==== Records for this exercise

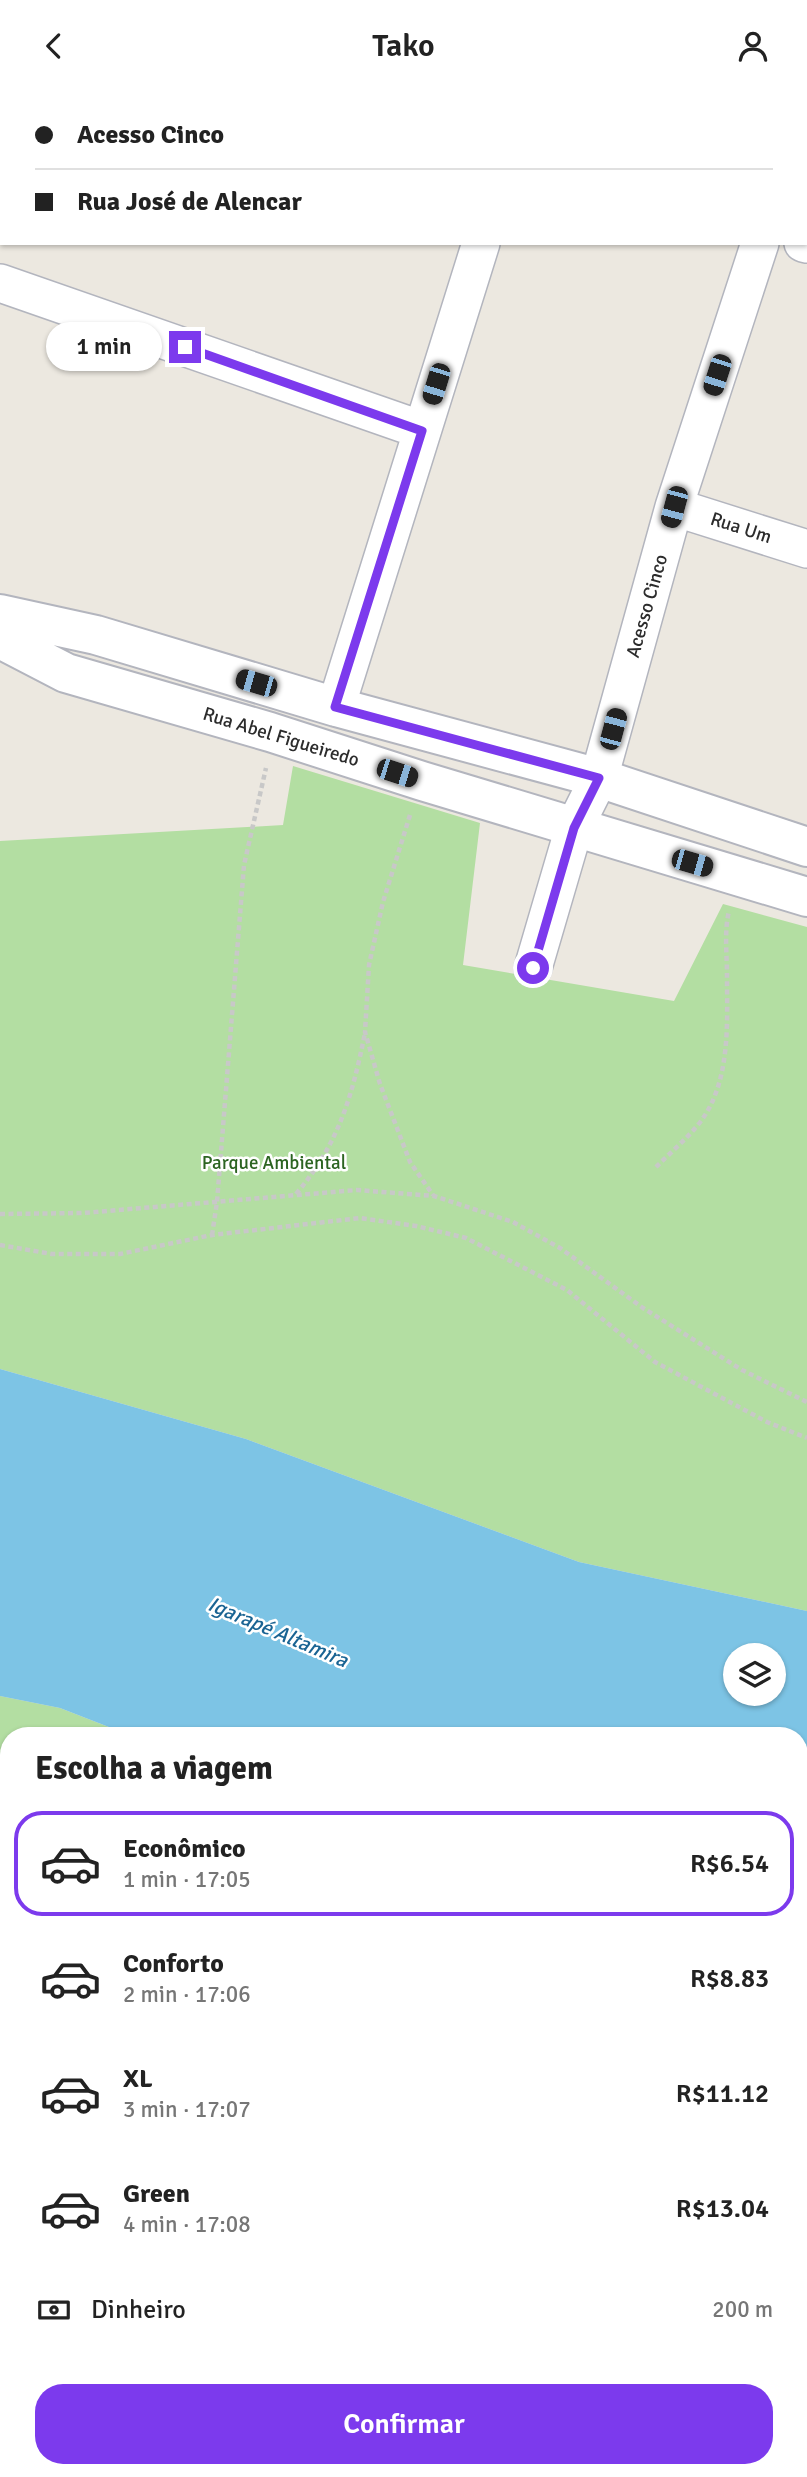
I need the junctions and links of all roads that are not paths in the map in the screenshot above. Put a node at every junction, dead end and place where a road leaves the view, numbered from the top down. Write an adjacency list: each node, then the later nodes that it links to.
1 (480, 245): 4 (street)
2 (759, 245): 5 (street, Acesso Cinco)
3 (0, 283): 4 (street)
4 (422, 431): 9 (street)
5 (674, 507): 6 (street, Rua Um); 10 (street, Acesso Cinco)
6 (807, 549)
7 (0, 614): 9 (street)
8 (0, 639): 11 (street, Rua Abel Figueiredo)
9 (335, 707): 10 (street)
10 (599, 778): 11 (street, Acesso Cinco); 12 (street)
11 (574, 828): 13 (street, Rua Abel Figueiredo); 14 (street, Acesso Cinco)
12 (807, 847)
13 (807, 897)
14 (533, 968)

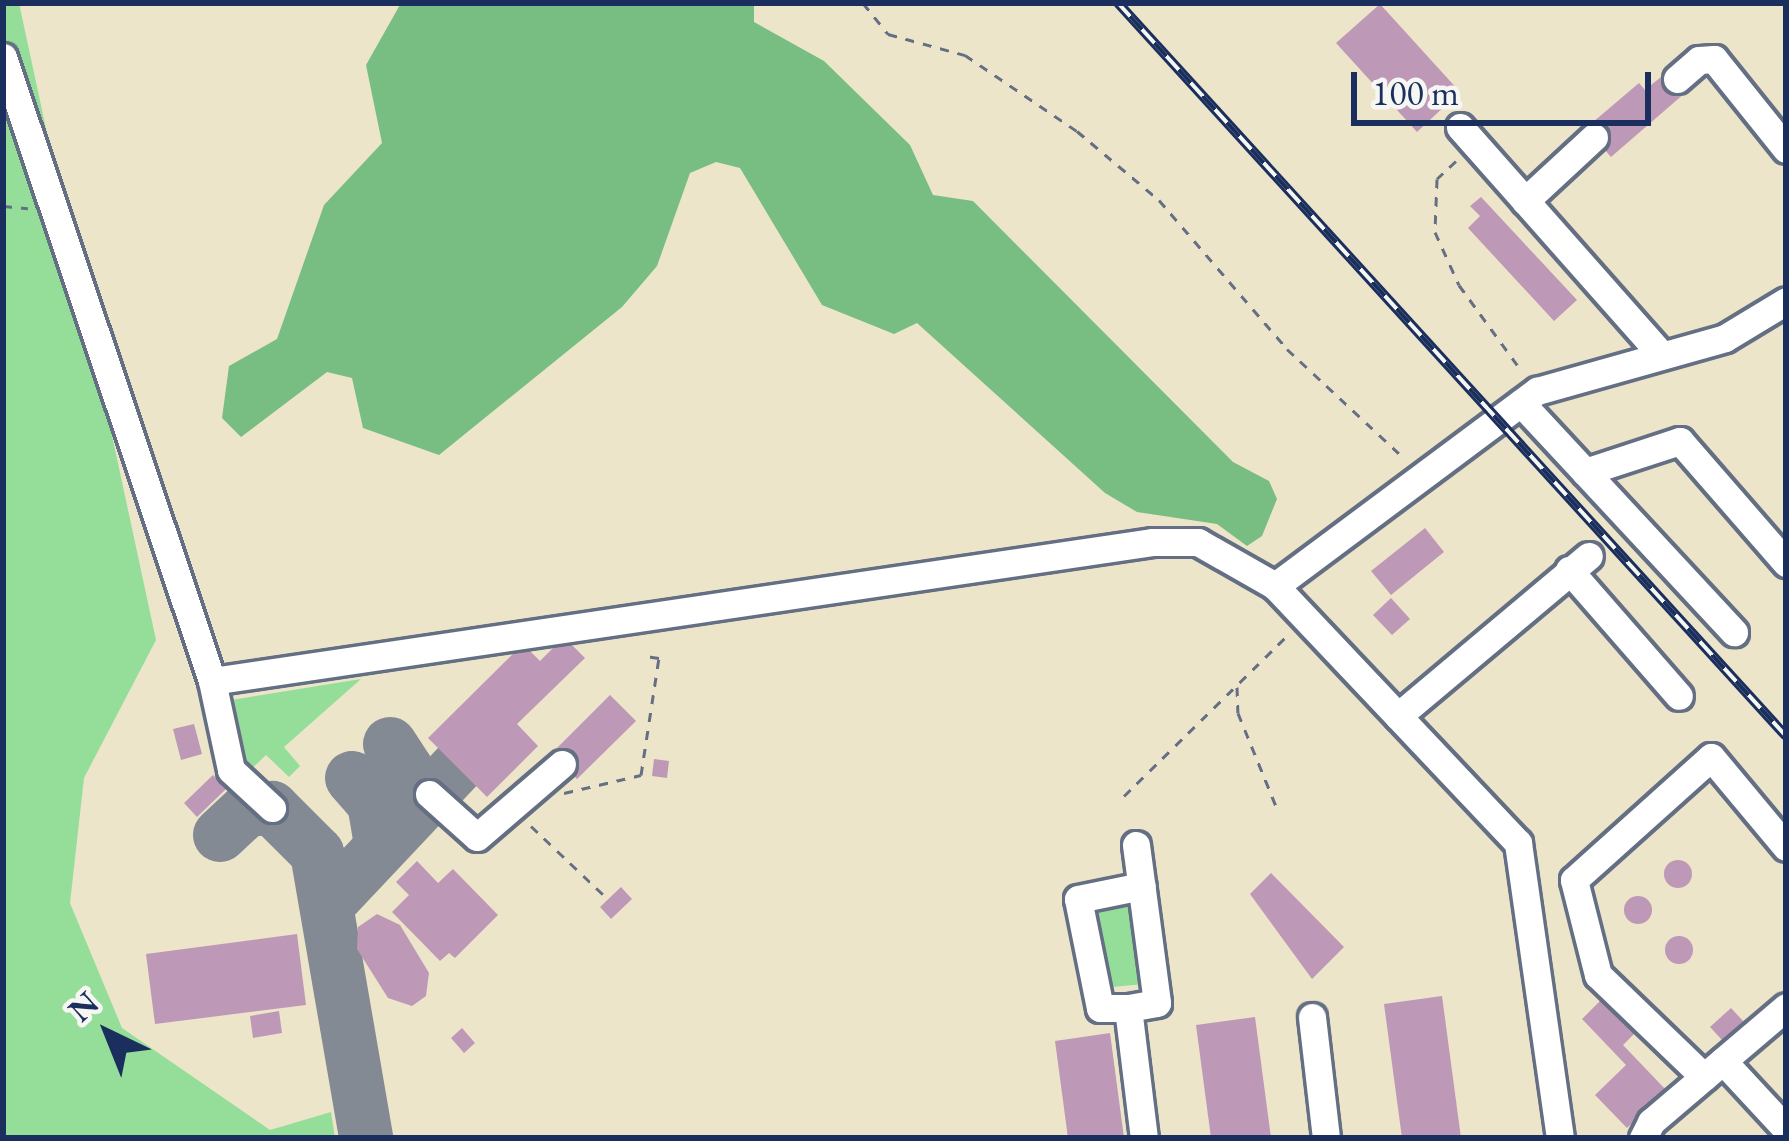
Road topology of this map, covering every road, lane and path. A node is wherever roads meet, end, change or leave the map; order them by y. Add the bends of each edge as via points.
1 (863, 3) edge
2 (3, 57) edge
3 (1676, 79) dead end
4 (1467, 135) joint
5 (1594, 137) dead end
6 (1786, 149) edge
7 (1525, 201) junction
8 (3, 206) edge
9 (48, 209) junction
10 (1786, 301) edge
11 (1659, 352) junction
12 (1529, 397) junction
13 (1585, 472) junction
14 (1423, 476) junction
15 (1786, 563) edge
16 (1275, 586) junction
17 (1305, 618) junction
18 (1733, 632) dead end
19 (645, 656) dead end
20 (212, 682) junction
21 (1237, 685) junction
22 (1679, 695) dead end
23 (1398, 716) junction
24 (562, 764) dead end
25 (429, 794) dead end
26 (559, 794) dead end
27 (1124, 796) dead end
28 (508, 805) junction
29 (272, 808) dead end
30 (1278, 811) dead end
31 (1136, 845) dead end
32 (1786, 847) edge
33 (1142, 886) junction
34 (608, 899) dead end
35 (1786, 1007) edge
36 (1129, 1008) junction
37 (1312, 1017) dead end
38 (1713, 1069) junction
39 (1786, 1129) edge
40 (1144, 1138) edge
41 (1325, 1138) edge
42 (1560, 1138) edge
43 (1643, 1138) edge

1 - 14 path via 888,34 964,55 1159,200 1287,349
2 - 9 lane
3 - 6 lane via 1714,59
4 - 7 lane
4 - 12 path via 1438,179 1435,232
5 - 7 lane
7 - 11 lane
8 - 9 path
9 - 20 lane
10 - 11 lane via 1724,338
11 - 12 lane
12 - 13 lane
12 - 14 lane
13 - 15 lane via 1680,441
13 - 18 lane
14 - 16 lane
16 - 17 lane
16 - 20 lane via 1198,542 1152,542
17 - 21 path
17 - 23 lane
19 - 26 path via 659,658 641,775
20 - 29 lane via 231,770
21 - 27 path
21 - 30 path via 1238,713
22 - 23 lane via 1579,563
23 - 42 lane via 1518,843
24 - 28 lane
25 - 28 lane via 477,837
28 - 34 path
31 - 33 lane
32 - 38 lane via 1711,757 1574,880 1598,975
33 - 36 lane via 1157,1003
33 - 36 lane via 1078,898 1100,1008
35 - 38 lane
36 - 40 lane
37 - 41 lane
38 - 39 lane
38 - 43 lane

========

Exercise requirements: Please output the data above exactly as given, omitting every picture.

Written solution:
I need the junctions and links of all roads that are not paths in the map in the screenshot above. Put a node at every junction, dead end and place where a road leaves the view, numbered from the top down. Write an adjacency list: each node, then the later nodes that it links to.
1 (480, 245): 4 (street)
2 (759, 245): 5 (street, Acesso Cinco)
3 (0, 283): 4 (street)
4 (422, 431): 9 (street)
5 (674, 507): 6 (street, Rua Um); 10 (street, Acesso Cinco)
6 (807, 549)
7 (0, 614): 9 (street)
8 (0, 639): 11 (street, Rua Abel Figueiredo)
9 (335, 707): 10 (street)
10 (599, 778): 11 (street, Acesso Cinco); 12 (street)
11 (574, 828): 13 (street, Rua Abel Figueiredo); 14 (street, Acesso Cinco)
12 (807, 847)
13 (807, 897)
14 (533, 968)

Road topology of this map, covering every road, lane and path. A node is wherever roads meet, end, change or leave the map; order them by y. Add the bends of each edge as via points.
1 (863, 3) edge
2 (3, 57) edge
3 (1676, 79) dead end
4 (1467, 135) joint
5 (1594, 137) dead end
6 (1786, 149) edge
7 (1525, 201) junction
8 (3, 206) edge
9 (48, 209) junction
10 (1786, 301) edge
11 (1659, 352) junction
12 (1529, 397) junction
13 (1585, 472) junction
14 (1423, 476) junction
15 (1786, 563) edge
16 (1275, 586) junction
17 (1305, 618) junction
18 (1733, 632) dead end
19 (645, 656) dead end
20 (212, 682) junction
21 (1237, 685) junction
22 (1679, 695) dead end
23 (1398, 716) junction
24 (562, 764) dead end
25 (429, 794) dead end
26 (559, 794) dead end
27 (1124, 796) dead end
28 (508, 805) junction
29 (272, 808) dead end
30 (1278, 811) dead end
31 (1136, 845) dead end
32 (1786, 847) edge
33 (1142, 886) junction
34 (608, 899) dead end
35 (1786, 1007) edge
36 (1129, 1008) junction
37 (1312, 1017) dead end
38 (1713, 1069) junction
39 (1786, 1129) edge
40 (1144, 1138) edge
41 (1325, 1138) edge
42 (1560, 1138) edge
43 (1643, 1138) edge

1 - 14 path via 888,34 964,55 1159,200 1287,349
2 - 9 lane
3 - 6 lane via 1714,59
4 - 7 lane
4 - 12 path via 1438,179 1435,232
5 - 7 lane
7 - 11 lane
8 - 9 path
9 - 20 lane
10 - 11 lane via 1724,338
11 - 12 lane
12 - 13 lane
12 - 14 lane
13 - 15 lane via 1680,441
13 - 18 lane
14 - 16 lane
16 - 17 lane
16 - 20 lane via 1198,542 1152,542
17 - 21 path
17 - 23 lane
19 - 26 path via 659,658 641,775
20 - 29 lane via 231,770
21 - 27 path
21 - 30 path via 1238,713
22 - 23 lane via 1579,563
23 - 42 lane via 1518,843
24 - 28 lane
25 - 28 lane via 477,837
28 - 34 path
31 - 33 lane
32 - 38 lane via 1711,757 1574,880 1598,975
33 - 36 lane via 1157,1003
33 - 36 lane via 1078,898 1100,1008
35 - 38 lane
36 - 40 lane
37 - 41 lane
38 - 39 lane
38 - 43 lane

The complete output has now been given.